What the exercise asks: Check every line of the data below for the word "Trail" and say how many have it, without further comment.

Dataset:

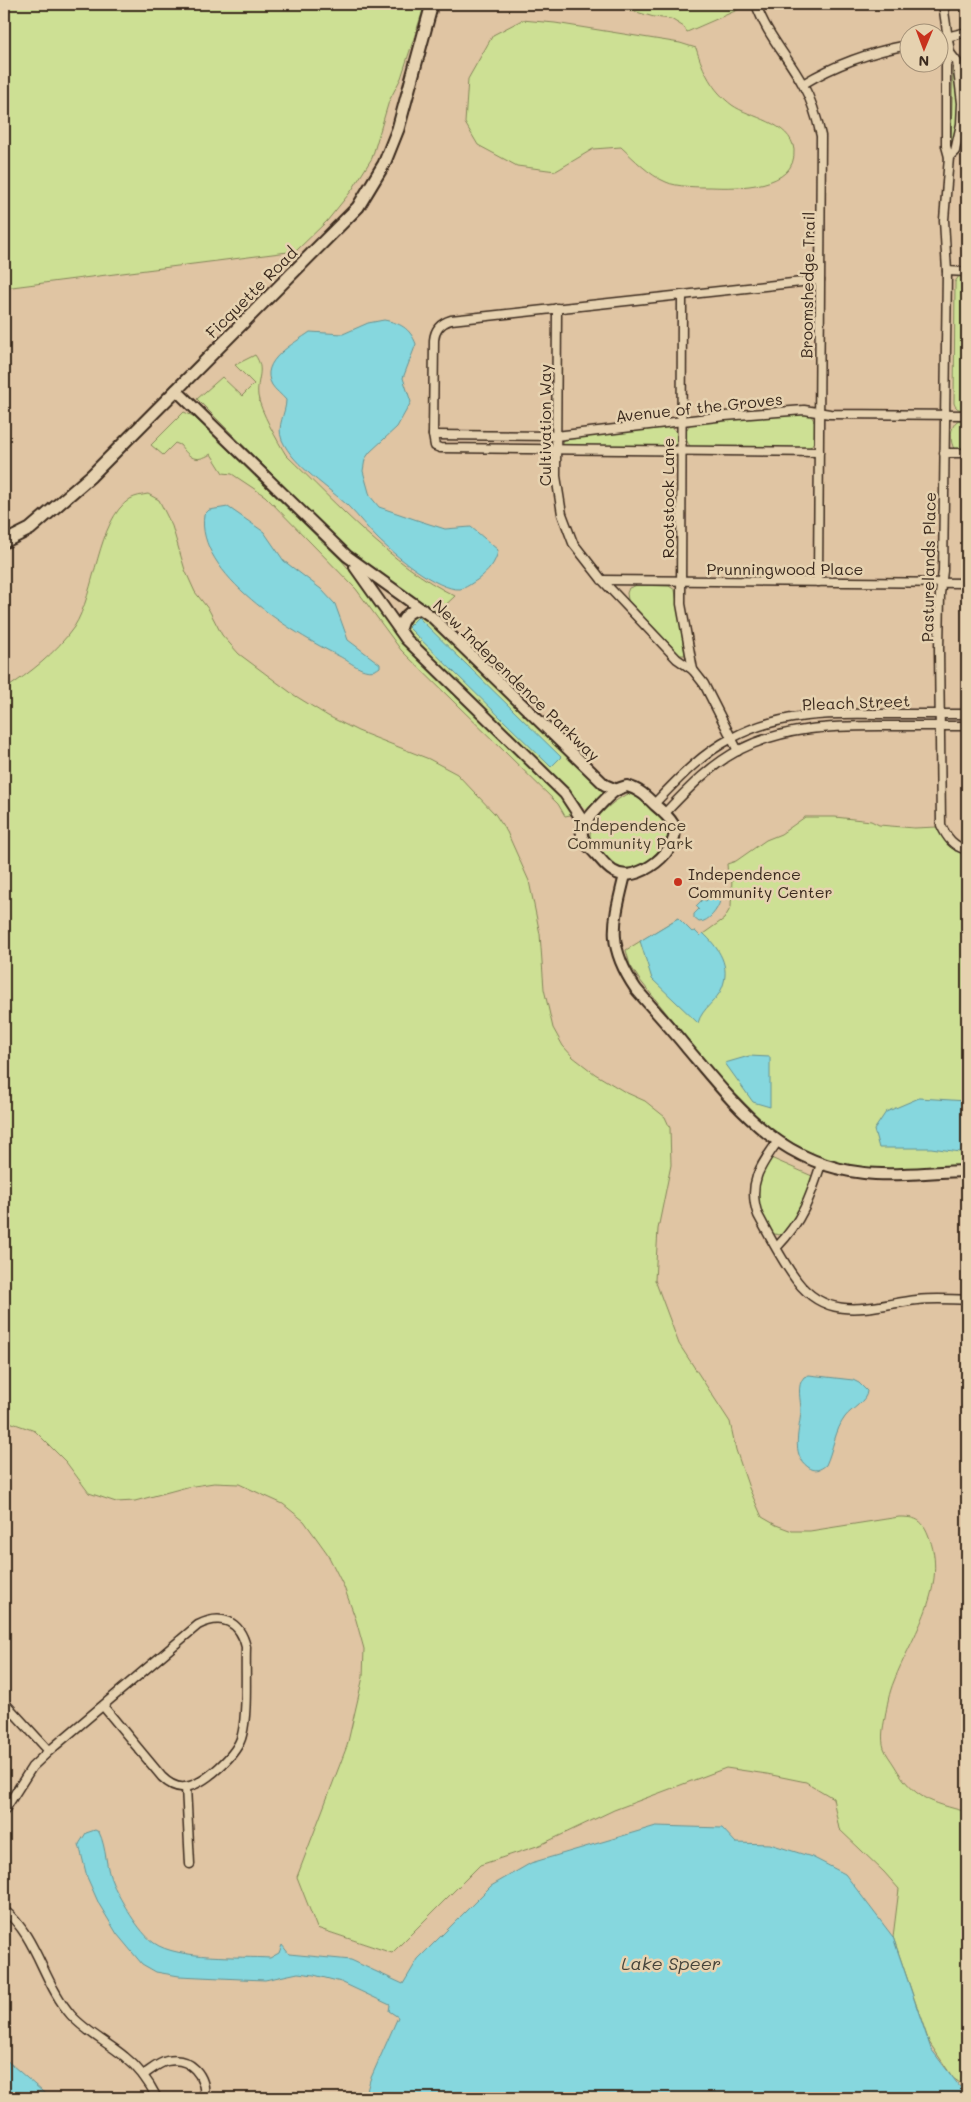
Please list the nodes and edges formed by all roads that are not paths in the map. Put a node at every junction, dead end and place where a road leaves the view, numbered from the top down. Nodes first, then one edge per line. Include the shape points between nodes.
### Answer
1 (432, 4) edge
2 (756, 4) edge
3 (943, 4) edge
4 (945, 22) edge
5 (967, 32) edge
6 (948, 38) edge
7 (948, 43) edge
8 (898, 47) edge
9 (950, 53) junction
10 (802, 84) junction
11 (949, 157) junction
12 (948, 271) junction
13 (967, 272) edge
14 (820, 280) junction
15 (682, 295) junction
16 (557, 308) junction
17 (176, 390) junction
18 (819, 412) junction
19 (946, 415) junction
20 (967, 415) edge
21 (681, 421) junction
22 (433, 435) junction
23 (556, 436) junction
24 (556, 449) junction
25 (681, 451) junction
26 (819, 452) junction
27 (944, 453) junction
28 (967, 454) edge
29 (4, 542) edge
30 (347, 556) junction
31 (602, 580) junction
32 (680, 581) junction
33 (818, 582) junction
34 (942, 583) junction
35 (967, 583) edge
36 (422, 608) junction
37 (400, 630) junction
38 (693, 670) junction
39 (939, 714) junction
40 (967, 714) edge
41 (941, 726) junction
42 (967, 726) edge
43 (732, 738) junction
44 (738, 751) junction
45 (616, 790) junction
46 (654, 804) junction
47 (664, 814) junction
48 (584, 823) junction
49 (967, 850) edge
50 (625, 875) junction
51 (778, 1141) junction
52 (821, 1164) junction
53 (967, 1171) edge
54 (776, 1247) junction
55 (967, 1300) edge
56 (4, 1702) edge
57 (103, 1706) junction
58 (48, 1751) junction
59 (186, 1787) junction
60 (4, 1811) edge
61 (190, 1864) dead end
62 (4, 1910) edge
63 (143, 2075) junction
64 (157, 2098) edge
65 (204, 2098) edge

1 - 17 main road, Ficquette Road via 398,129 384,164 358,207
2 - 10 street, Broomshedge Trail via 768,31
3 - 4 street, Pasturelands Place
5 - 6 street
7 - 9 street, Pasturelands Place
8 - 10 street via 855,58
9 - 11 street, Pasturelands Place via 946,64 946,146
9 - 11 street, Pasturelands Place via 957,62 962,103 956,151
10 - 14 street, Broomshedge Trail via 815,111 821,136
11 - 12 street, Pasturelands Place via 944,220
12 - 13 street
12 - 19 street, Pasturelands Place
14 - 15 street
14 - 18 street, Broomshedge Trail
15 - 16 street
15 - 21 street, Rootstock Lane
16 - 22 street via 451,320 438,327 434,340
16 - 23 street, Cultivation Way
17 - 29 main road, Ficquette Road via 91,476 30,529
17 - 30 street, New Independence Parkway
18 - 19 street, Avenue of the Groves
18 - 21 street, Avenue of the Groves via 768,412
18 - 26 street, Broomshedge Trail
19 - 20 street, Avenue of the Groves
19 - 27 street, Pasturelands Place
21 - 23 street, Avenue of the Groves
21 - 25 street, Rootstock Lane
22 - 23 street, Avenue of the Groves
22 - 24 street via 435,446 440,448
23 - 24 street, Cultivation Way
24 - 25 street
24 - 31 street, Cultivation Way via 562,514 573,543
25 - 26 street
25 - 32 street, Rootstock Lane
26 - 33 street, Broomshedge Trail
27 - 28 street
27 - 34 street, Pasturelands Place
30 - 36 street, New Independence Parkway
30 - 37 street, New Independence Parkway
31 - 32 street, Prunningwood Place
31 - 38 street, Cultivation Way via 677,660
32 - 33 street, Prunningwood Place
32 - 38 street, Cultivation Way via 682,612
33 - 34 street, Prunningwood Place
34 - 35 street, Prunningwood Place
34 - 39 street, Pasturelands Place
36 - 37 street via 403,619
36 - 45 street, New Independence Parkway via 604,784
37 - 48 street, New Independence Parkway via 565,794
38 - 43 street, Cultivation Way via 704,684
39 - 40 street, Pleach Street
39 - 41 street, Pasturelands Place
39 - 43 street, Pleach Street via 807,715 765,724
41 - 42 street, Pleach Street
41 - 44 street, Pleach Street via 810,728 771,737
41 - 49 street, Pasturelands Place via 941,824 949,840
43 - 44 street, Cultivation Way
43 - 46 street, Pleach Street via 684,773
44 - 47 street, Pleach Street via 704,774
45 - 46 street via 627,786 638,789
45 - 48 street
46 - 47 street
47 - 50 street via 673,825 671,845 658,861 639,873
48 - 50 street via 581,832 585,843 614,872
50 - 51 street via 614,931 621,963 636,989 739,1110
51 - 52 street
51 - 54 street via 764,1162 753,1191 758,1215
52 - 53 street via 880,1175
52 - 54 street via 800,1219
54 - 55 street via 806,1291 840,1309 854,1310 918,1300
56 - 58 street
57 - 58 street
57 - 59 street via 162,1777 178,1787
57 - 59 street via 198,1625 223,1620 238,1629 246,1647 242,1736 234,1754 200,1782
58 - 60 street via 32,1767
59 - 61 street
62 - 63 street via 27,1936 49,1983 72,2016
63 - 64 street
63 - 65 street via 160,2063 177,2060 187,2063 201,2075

Answer for this exercise: 5